Bóg jest ostatecznym odpowiednikiem naszej tęsknoty za absolutem. Jest to uwielbienie absolutnej prawdy, absolutnej miłości, absolutnej sprawiedliwości. Bóg to jest to, co w państwie, społeczeństwie, świecie, czego nie jesteśmy w stanie sami stworzyć.
Bóg jest niewyobrażenie wielki, a jednak stooping, aby spytać o mnie i cię. Dzieli nasz ból i dotyka nasze miejsca łzami. Jest mocny, aby uratować, ale delikatny, jak go dotknąłem. Duży na tyle, aby być wszędzie na raz, mały na tyle, aby mieszkać w sercu.
Nie samym tylko chlebem żyje człowiek, ale człowiek żyje wszystkim, co pochodzi z ust Pana.
Już przed wszystkimi wiekami Bóg wybrał dla nas wszystko, nawet krawaty.
Bóg przewidział nawet to, co mogło zdarzyć się przypadkiem. Filozofia ta stawia go za przyczynę wszystkiego, bez żadnego wyjątku.
Dis aliter visum estInna jest wola bogów
Kto z nas może powiedzieć, że Pismo św. psalmy, hymny uwielbienia Bożego stały się dlań żywą mową serca, że cisną mu się na usta, gdy przestaje rozumować i pozwala ustom mówić to, czego serce jest pełne? W zasadzie żywimy się soczewicą i wodą, podczas kiedy w Piśmie św. daruje nam Bóg stągwie wybornego wina.
Bóg nie jest prawdziwym Bogiem, jeżeli zadowalamy się tylko słowami, które o Nim mówimy.
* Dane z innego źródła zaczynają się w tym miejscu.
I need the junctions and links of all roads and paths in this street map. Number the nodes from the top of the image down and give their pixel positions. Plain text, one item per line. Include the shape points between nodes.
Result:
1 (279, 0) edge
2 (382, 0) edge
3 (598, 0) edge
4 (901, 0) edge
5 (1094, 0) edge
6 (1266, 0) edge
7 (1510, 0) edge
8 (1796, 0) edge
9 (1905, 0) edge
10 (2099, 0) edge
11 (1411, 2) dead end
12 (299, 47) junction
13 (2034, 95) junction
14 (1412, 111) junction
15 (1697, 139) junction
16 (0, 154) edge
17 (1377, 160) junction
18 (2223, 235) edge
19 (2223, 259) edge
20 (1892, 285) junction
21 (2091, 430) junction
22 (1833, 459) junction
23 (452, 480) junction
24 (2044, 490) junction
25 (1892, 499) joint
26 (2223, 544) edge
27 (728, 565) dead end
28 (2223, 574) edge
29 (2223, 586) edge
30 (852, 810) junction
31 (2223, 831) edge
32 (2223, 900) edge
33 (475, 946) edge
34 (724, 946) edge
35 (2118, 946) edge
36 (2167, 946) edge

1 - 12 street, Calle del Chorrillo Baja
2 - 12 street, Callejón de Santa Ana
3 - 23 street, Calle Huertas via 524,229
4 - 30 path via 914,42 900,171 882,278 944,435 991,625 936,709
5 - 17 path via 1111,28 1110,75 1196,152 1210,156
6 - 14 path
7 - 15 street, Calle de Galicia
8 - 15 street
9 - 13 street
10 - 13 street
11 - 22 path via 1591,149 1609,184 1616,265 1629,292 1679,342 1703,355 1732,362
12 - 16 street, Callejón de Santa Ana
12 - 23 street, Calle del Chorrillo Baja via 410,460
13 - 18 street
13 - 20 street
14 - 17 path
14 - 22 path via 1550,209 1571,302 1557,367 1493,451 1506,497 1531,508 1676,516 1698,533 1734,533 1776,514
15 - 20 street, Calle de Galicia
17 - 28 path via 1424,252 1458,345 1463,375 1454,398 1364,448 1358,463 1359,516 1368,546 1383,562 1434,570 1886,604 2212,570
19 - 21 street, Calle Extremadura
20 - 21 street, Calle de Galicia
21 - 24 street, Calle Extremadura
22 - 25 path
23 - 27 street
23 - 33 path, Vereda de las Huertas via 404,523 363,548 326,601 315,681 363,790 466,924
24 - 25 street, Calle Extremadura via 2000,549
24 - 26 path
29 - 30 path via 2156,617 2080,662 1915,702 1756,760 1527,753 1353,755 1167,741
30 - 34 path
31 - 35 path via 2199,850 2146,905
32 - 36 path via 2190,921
Musimy iść dalej: musimy zdecydować się na spotkanie z Nim, wejść w Jego obecność, zwrócić się do Niego.
Bóg nie gra w kości. Świat wielki jest, lecz Bóg jest większy. Nie ma gwiazdy, której by nie rozważył i nie znał. Nie ma śniegu, której by nie widział, jak spada z nieba. Nie ma ziarna piasku na pustyni, której by Bóg nie znam.
Bóg nie jest produktem ludzkiego myślenia i marzenia; jest najwyższym, rzeczywistym bytem, stwórcą wszystkiego, co istnieje. Jego działanie biegnie wyznaczoną drogą, konsekwentnie, konkretnie, skutecznie, pełne jest miłości i sprawiedliwości.